If a line of the records contains the string "dead", copy it out.

Collected data entries:
%%

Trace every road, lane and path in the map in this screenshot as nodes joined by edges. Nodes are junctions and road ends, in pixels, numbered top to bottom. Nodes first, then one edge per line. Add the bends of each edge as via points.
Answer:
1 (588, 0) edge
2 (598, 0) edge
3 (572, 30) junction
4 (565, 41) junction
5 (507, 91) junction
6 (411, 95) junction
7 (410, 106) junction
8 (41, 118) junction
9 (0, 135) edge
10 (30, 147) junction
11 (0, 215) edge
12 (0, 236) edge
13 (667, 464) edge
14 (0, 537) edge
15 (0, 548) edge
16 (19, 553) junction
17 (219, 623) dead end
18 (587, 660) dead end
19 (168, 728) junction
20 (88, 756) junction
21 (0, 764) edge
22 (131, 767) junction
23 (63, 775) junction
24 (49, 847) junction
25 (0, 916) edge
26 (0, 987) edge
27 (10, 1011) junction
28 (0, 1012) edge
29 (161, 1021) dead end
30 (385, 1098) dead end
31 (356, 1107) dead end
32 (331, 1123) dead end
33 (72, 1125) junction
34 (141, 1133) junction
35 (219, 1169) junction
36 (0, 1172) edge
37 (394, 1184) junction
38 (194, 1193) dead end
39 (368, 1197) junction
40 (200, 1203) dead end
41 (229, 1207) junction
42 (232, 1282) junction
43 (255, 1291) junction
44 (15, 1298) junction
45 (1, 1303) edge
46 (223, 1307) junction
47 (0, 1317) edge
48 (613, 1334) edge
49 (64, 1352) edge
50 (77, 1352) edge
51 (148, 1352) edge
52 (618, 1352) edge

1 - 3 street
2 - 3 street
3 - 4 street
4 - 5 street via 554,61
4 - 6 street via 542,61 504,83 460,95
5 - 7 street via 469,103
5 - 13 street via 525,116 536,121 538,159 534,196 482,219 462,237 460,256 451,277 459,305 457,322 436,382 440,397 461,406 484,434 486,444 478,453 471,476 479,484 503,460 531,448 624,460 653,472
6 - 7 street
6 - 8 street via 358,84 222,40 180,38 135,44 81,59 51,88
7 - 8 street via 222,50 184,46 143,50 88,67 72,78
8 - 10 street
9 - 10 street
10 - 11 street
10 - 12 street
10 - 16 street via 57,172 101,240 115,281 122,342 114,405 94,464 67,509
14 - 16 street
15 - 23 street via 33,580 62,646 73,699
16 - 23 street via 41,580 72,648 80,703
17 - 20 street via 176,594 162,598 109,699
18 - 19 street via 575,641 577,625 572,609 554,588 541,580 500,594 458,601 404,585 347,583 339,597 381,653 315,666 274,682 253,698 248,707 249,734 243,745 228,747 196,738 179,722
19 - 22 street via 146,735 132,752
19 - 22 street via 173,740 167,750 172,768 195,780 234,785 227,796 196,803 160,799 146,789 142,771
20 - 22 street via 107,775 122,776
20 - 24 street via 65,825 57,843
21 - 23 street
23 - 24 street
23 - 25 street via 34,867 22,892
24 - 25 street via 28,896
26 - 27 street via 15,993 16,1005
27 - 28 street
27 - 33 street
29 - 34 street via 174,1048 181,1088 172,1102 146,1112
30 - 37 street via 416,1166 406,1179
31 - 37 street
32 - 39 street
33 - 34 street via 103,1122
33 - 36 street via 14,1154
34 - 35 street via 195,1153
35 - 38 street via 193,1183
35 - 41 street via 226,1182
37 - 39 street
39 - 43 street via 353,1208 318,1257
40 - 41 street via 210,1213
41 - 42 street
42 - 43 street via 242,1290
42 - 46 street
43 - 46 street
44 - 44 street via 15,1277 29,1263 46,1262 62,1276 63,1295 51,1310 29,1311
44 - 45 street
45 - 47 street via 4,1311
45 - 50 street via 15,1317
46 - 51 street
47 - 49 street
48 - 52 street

%%

**Answer section**
17 (219, 623) dead end
18 (587, 660) dead end
29 (161, 1021) dead end
30 (385, 1098) dead end
31 (356, 1107) dead end
32 (331, 1123) dead end
38 (194, 1193) dead end
40 (200, 1203) dead end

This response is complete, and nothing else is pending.